__ACTIVITY__.
Please repeat the data below exactly, with the pictures removed.

== MATERIAL SUPPLIED

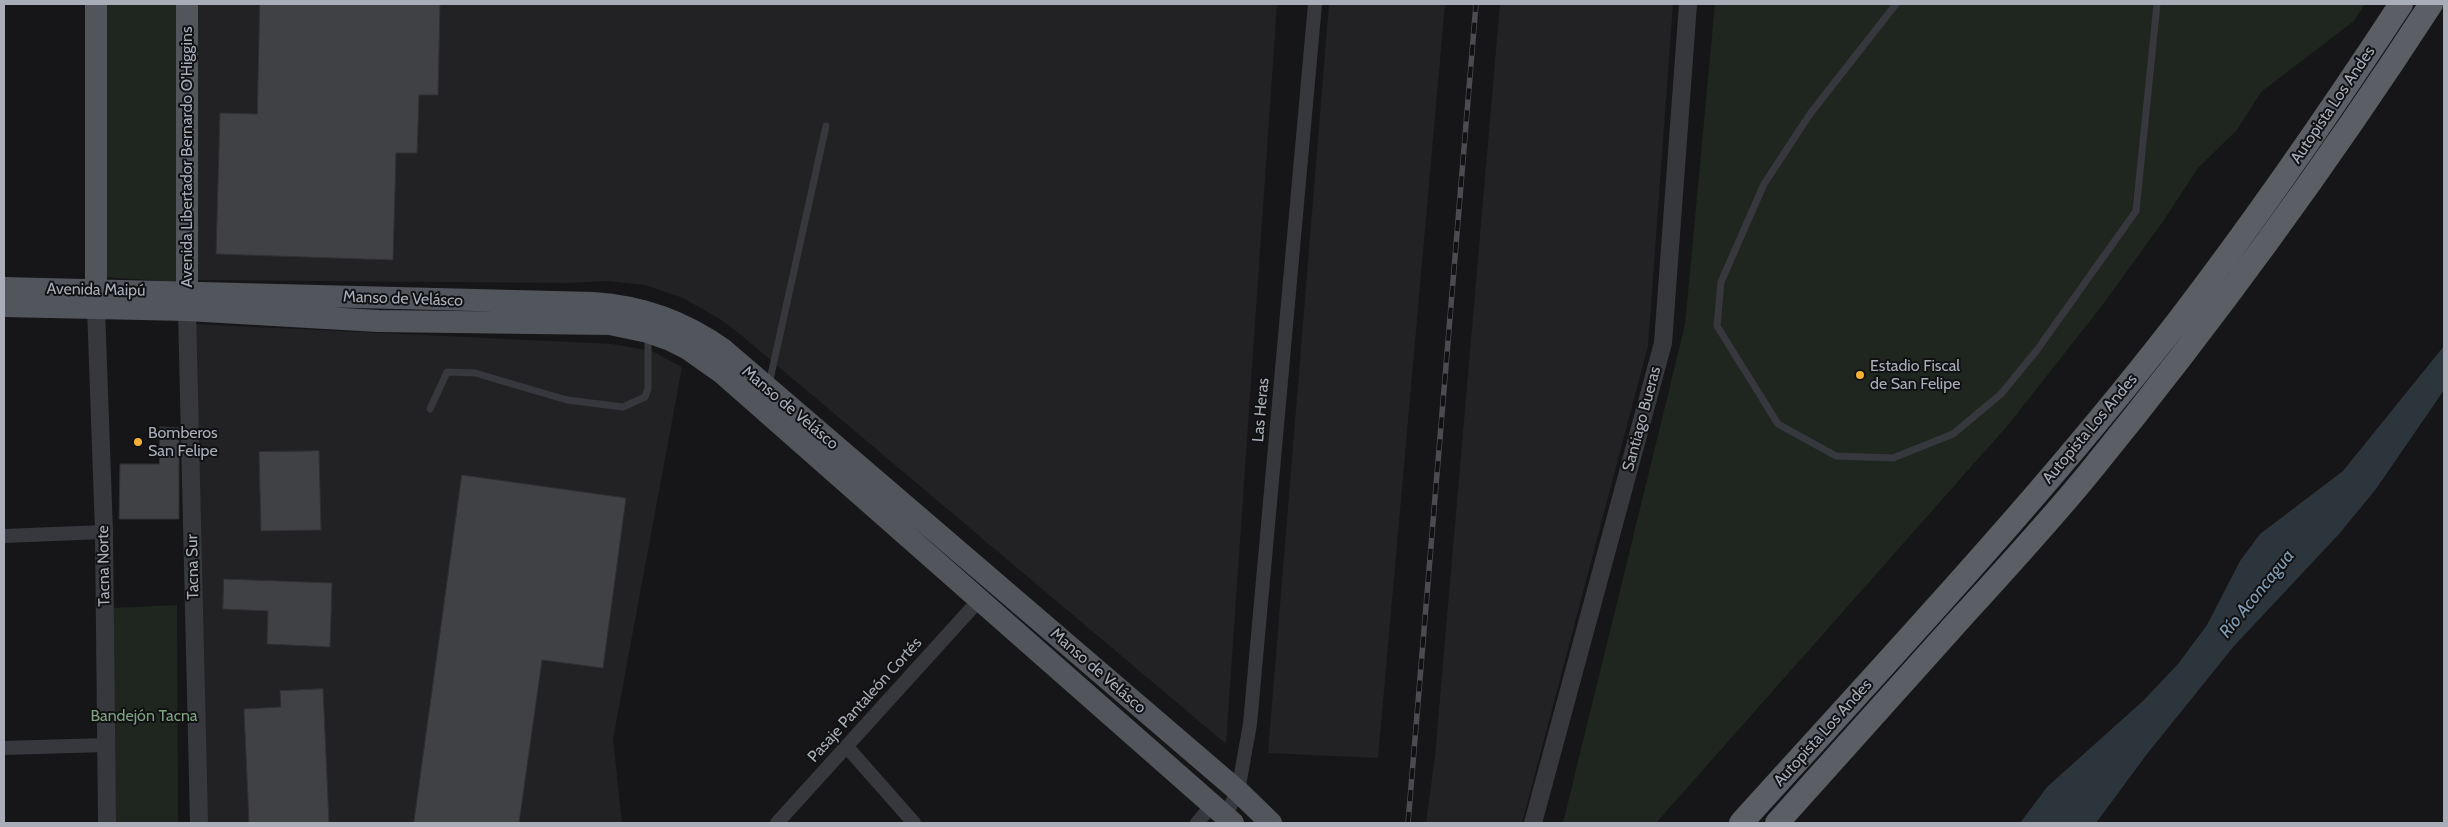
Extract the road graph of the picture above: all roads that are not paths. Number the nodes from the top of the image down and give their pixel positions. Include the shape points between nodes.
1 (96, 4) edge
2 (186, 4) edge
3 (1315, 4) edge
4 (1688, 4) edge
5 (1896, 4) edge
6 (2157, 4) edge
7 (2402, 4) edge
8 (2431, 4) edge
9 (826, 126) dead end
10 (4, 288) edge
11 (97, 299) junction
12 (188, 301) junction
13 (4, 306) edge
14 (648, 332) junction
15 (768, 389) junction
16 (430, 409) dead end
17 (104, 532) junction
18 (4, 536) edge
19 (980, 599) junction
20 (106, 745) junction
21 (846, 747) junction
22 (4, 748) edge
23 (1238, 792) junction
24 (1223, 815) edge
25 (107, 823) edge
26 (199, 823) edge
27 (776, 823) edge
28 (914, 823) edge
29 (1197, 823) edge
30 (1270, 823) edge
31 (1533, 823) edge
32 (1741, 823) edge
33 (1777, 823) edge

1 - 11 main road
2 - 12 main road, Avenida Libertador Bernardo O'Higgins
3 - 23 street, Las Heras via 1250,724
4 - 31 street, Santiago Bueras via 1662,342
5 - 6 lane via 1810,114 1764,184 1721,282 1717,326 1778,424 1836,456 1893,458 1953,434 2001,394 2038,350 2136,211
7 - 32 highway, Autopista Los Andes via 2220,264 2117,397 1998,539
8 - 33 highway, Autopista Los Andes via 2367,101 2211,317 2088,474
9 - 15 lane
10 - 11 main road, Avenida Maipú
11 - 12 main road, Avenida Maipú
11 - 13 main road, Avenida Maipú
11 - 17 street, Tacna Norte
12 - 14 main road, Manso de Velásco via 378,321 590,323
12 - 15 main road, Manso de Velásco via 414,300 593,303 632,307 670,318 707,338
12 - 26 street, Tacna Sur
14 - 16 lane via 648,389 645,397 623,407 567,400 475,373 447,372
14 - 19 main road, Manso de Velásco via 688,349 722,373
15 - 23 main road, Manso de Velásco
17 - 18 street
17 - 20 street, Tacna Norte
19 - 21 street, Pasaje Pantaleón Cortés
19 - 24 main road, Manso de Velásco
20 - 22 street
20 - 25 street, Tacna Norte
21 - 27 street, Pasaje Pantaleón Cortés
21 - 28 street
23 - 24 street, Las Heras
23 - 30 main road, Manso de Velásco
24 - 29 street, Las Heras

====

__ANSWER TO THIS EXERCISE__.
Extract the road graph of the picture above: all roads that are not paths. Number the nodes from the top of the image down and give their pixel positions. Include the shape points between nodes.
1 (96, 4) edge
2 (186, 4) edge
3 (1315, 4) edge
4 (1688, 4) edge
5 (1896, 4) edge
6 (2157, 4) edge
7 (2402, 4) edge
8 (2431, 4) edge
9 (826, 126) dead end
10 (4, 288) edge
11 (97, 299) junction
12 (188, 301) junction
13 (4, 306) edge
14 (648, 332) junction
15 (768, 389) junction
16 (430, 409) dead end
17 (104, 532) junction
18 (4, 536) edge
19 (980, 599) junction
20 (106, 745) junction
21 (846, 747) junction
22 (4, 748) edge
23 (1238, 792) junction
24 (1223, 815) edge
25 (107, 823) edge
26 (199, 823) edge
27 (776, 823) edge
28 (914, 823) edge
29 (1197, 823) edge
30 (1270, 823) edge
31 (1533, 823) edge
32 (1741, 823) edge
33 (1777, 823) edge

1 - 11 main road
2 - 12 main road, Avenida Libertador Bernardo O'Higgins
3 - 23 street, Las Heras via 1250,724
4 - 31 street, Santiago Bueras via 1662,342
5 - 6 lane via 1810,114 1764,184 1721,282 1717,326 1778,424 1836,456 1893,458 1953,434 2001,394 2038,350 2136,211
7 - 32 highway, Autopista Los Andes via 2220,264 2117,397 1998,539
8 - 33 highway, Autopista Los Andes via 2367,101 2211,317 2088,474
9 - 15 lane
10 - 11 main road, Avenida Maipú
11 - 12 main road, Avenida Maipú
11 - 13 main road, Avenida Maipú
11 - 17 street, Tacna Norte
12 - 14 main road, Manso de Velásco via 378,321 590,323
12 - 15 main road, Manso de Velásco via 414,300 593,303 632,307 670,318 707,338
12 - 26 street, Tacna Sur
14 - 16 lane via 648,389 645,397 623,407 567,400 475,373 447,372
14 - 19 main road, Manso de Velásco via 688,349 722,373
15 - 23 main road, Manso de Velásco
17 - 18 street
17 - 20 street, Tacna Norte
19 - 21 street, Pasaje Pantaleón Cortés
19 - 24 main road, Manso de Velásco
20 - 22 street
20 - 25 street, Tacna Norte
21 - 27 street, Pasaje Pantaleón Cortés
21 - 28 street
23 - 24 street, Las Heras
23 - 30 main road, Manso de Velásco
24 - 29 street, Las Heras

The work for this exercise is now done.